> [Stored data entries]
== == ==
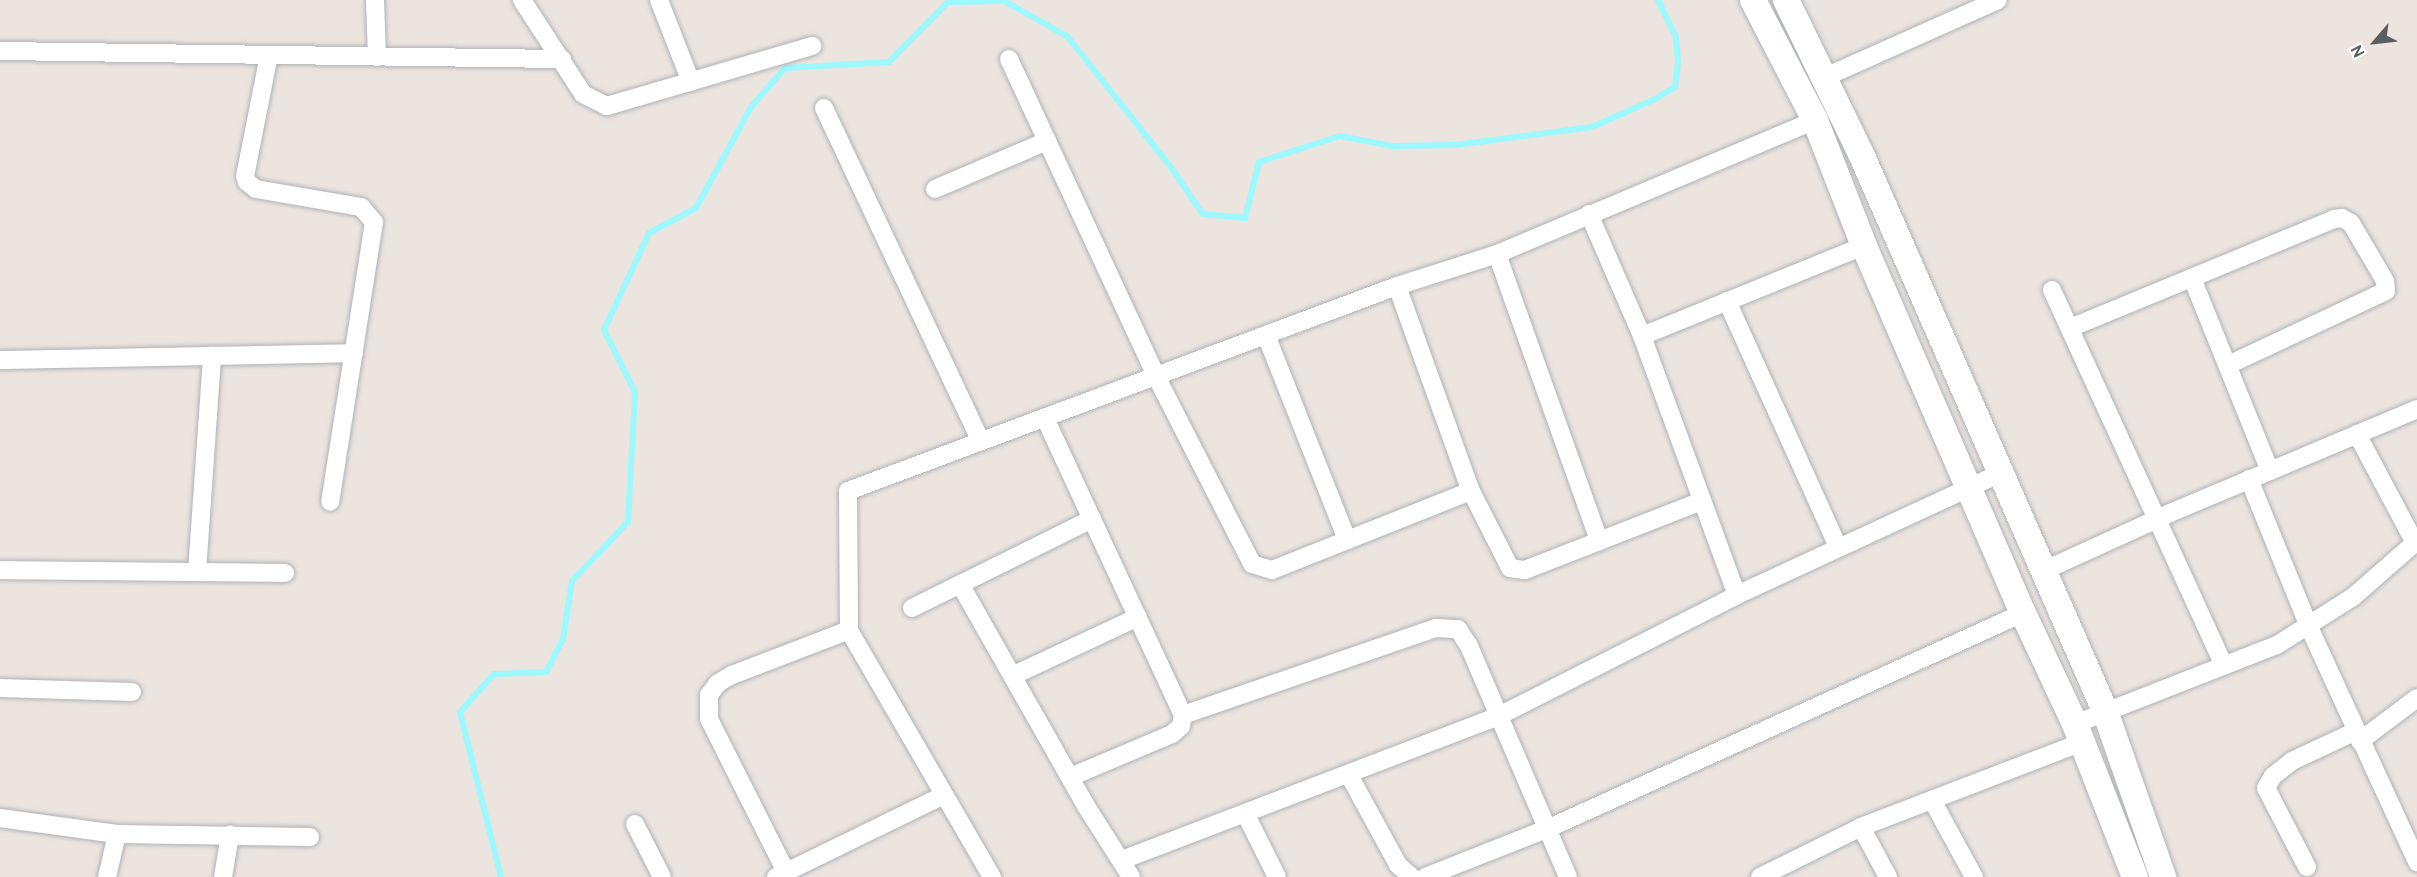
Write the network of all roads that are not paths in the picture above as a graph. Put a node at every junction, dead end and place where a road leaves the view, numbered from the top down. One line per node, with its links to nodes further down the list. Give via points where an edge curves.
1 (375, 0): 10 (street)
2 (522, 0): 11 (street)
3 (659, 0): 14 (street)
4 (1753, 0): 16 (main road)
5 (1786, 0): 13 (main road)
6 (1998, 0): 13 (street)
7 (812, 46): 14 (street)
8 (0, 51): 9 (street)
9 (269, 55): 10 (street); 29 (street, via 245,176 256,189 361,207 369,213 374,230)
10 (377, 57): 11 (street)
11 (562, 59): 14 (street, via 583,94 607,106)
12 (1009, 59): 17 (street)
13 (1825, 77): 39 (main road)
14 (692, 82)
15 (824, 108): 37 (street)
16 (1815, 120): 19 (street); 20 (main road)
17 (1047, 141): 18 (street); 33 (street)
18 (935, 189)
19 (1590, 214): 21 (street); 28 (street)
20 (1864, 246): 25 (street); 41 (main road)
21 (1497, 254): 23 (street); 48 (street)
22 (2192, 278): 26 (street); 32 (street); 32 (street, via 2342,218 2351,223 2385,281 2387,287 2381,296)
23 (1397, 286): 27 (street); 42 (street)
24 (2052, 290): 26 (street)
25 (1728, 302): 28 (street); 50 (street)
26 (2070, 328): 46 (street)
27 (1266, 335): 33 (street); 47 (street)
28 (1642, 336): 43 (street)
29 (354, 352): 30 (street); 44 (street)
30 (212, 356): 31 (street); 53 (street)
31 (0, 360)
32 (2228, 365): 38 (street)
33 (1156, 376): 35 (street); 47 (street, via 1252,564 1272,570)
34 (2417, 409): 36 (street)
35 (1045, 418): 37 (street); 45 (street)
36 (2357, 434): 38 (street); 49 (street)
37 (981, 441): 61 (street, via 848,491)
38 (2270, 471): 40 (street)
39 (2001, 473): 41 (street); 52 (main road)
40 (2249, 479): 46 (street); 60 (street)
41 (1968, 486): 50 (street); 58 (main road)
42 (1471, 491): 47 (street); 48 (street, via 1502,557 1514,570 1525,570)
43 (1702, 501): 48 (street); 56 (street)
44 (330, 502)
45 (1092, 519): 55 (street); 59 (street)
46 (2156, 519): 52 (street); 62 (street)
47 (1347, 540)
48 (1599, 541)
49 (2416, 542): 60 (street, via 2353,597)
50 (1838, 547): 56 (street)
51 (0, 570): 53 (street)
52 (2043, 571): 67 (main road)
53 (197, 572): 54 (street)
54 (285, 573)
55 (960, 584): 57 (street); 63 (street)
56 (1737, 595): 69 (street)
57 (912, 608)
58 (2022, 613): 70 (main road); 80 (street)
59 (1138, 617): 63 (street); 68 (street)
60 (2309, 627): 62 (street); 71 (street)
61 (849, 630): 74 (street); 87 (street, via 732,675 718,683 709,695 709,719)
62 (2224, 665): 67 (street)
63 (1012, 676): 73 (street)
64 (0, 688): 65 (street)
65 (132, 692)
66 (2417, 698): 71 (street)
67 (2105, 711): 70 (street); 101 (main road)
68 (1183, 715): 69 (street, via 1445,627 1458,630 1465,637); 73 (street, via 1181,726 1172,734)
69 (1497, 717): 72 (street); 80 (street)
70 (2078, 733): 75 (street); 100 (main road)
71 (2358, 736): 85 (street); 86 (street, via 2292,761 2273,776 2266,788)
72 (1349, 775): 76 (street); 94 (street, via 1398,865)
73 (1070, 777): 84 (street)
74 (944, 795): 87 (street); 91 (street)
75 (1932, 800): 79 (street); 99 (street)
76 (1246, 815): 84 (street); 93 (street)
77 (0, 818): 81 (street)
78 (635, 824): 90 (street)
79 (1861, 828): 97 (street); 98 (street)
80 (1547, 829): 95 (street); 96 (street)
81 (117, 834): 82 (street); 88 (street)
82 (230, 835): 83 (street); 89 (street)
83 (310, 837)
84 (1122, 860): 92 (street)
85 (2417, 862)
86 (2307, 867)
87 (781, 875)
88 (107, 877)
89 (223, 877)
90 (662, 877)
91 (992, 877)
92 (1131, 877)
93 (1276, 877)
94 (1412, 877)
95 (1425, 877)
96 (1568, 877)
97 (1760, 877)
98 (1888, 877)
99 (1974, 877)
100 (2135, 877)
101 (2163, 877)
== == ==
Without including the pictures, return each record above exactly as it stands.

> [Answer space]
Write the network of all roads that are not paths in the picture above as a graph. Put a node at every junction, dead end and place where a road leaves the view, numbered from the top down. One line per node, with its links to nodes further down the list. Give via points where an edge curves.
1 (375, 0): 10 (street)
2 (522, 0): 11 (street)
3 (659, 0): 14 (street)
4 (1753, 0): 16 (main road)
5 (1786, 0): 13 (main road)
6 (1998, 0): 13 (street)
7 (812, 46): 14 (street)
8 (0, 51): 9 (street)
9 (269, 55): 10 (street); 29 (street, via 245,176 256,189 361,207 369,213 374,230)
10 (377, 57): 11 (street)
11 (562, 59): 14 (street, via 583,94 607,106)
12 (1009, 59): 17 (street)
13 (1825, 77): 39 (main road)
14 (692, 82)
15 (824, 108): 37 (street)
16 (1815, 120): 19 (street); 20 (main road)
17 (1047, 141): 18 (street); 33 (street)
18 (935, 189)
19 (1590, 214): 21 (street); 28 (street)
20 (1864, 246): 25 (street); 41 (main road)
21 (1497, 254): 23 (street); 48 (street)
22 (2192, 278): 26 (street); 32 (street); 32 (street, via 2342,218 2351,223 2385,281 2387,287 2381,296)
23 (1397, 286): 27 (street); 42 (street)
24 (2052, 290): 26 (street)
25 (1728, 302): 28 (street); 50 (street)
26 (2070, 328): 46 (street)
27 (1266, 335): 33 (street); 47 (street)
28 (1642, 336): 43 (street)
29 (354, 352): 30 (street); 44 (street)
30 (212, 356): 31 (street); 53 (street)
31 (0, 360)
32 (2228, 365): 38 (street)
33 (1156, 376): 35 (street); 47 (street, via 1252,564 1272,570)
34 (2417, 409): 36 (street)
35 (1045, 418): 37 (street); 45 (street)
36 (2357, 434): 38 (street); 49 (street)
37 (981, 441): 61 (street, via 848,491)
38 (2270, 471): 40 (street)
39 (2001, 473): 41 (street); 52 (main road)
40 (2249, 479): 46 (street); 60 (street)
41 (1968, 486): 50 (street); 58 (main road)
42 (1471, 491): 47 (street); 48 (street, via 1502,557 1514,570 1525,570)
43 (1702, 501): 48 (street); 56 (street)
44 (330, 502)
45 (1092, 519): 55 (street); 59 (street)
46 (2156, 519): 52 (street); 62 (street)
47 (1347, 540)
48 (1599, 541)
49 (2416, 542): 60 (street, via 2353,597)
50 (1838, 547): 56 (street)
51 (0, 570): 53 (street)
52 (2043, 571): 67 (main road)
53 (197, 572): 54 (street)
54 (285, 573)
55 (960, 584): 57 (street); 63 (street)
56 (1737, 595): 69 (street)
57 (912, 608)
58 (2022, 613): 70 (main road); 80 (street)
59 (1138, 617): 63 (street); 68 (street)
60 (2309, 627): 62 (street); 71 (street)
61 (849, 630): 74 (street); 87 (street, via 732,675 718,683 709,695 709,719)
62 (2224, 665): 67 (street)
63 (1012, 676): 73 (street)
64 (0, 688): 65 (street)
65 (132, 692)
66 (2417, 698): 71 (street)
67 (2105, 711): 70 (street); 101 (main road)
68 (1183, 715): 69 (street, via 1445,627 1458,630 1465,637); 73 (street, via 1181,726 1172,734)
69 (1497, 717): 72 (street); 80 (street)
70 (2078, 733): 75 (street); 100 (main road)
71 (2358, 736): 85 (street); 86 (street, via 2292,761 2273,776 2266,788)
72 (1349, 775): 76 (street); 94 (street, via 1398,865)
73 (1070, 777): 84 (street)
74 (944, 795): 87 (street); 91 (street)
75 (1932, 800): 79 (street); 99 (street)
76 (1246, 815): 84 (street); 93 (street)
77 (0, 818): 81 (street)
78 (635, 824): 90 (street)
79 (1861, 828): 97 (street); 98 (street)
80 (1547, 829): 95 (street); 96 (street)
81 (117, 834): 82 (street); 88 (street)
82 (230, 835): 83 (street); 89 (street)
83 (310, 837)
84 (1122, 860): 92 (street)
85 (2417, 862)
86 (2307, 867)
87 (781, 875)
88 (107, 877)
89 (223, 877)
90 (662, 877)
91 (992, 877)
92 (1131, 877)
93 (1276, 877)
94 (1412, 877)
95 (1425, 877)
96 (1568, 877)
97 (1760, 877)
98 (1888, 877)
99 (1974, 877)
100 (2135, 877)
101 (2163, 877)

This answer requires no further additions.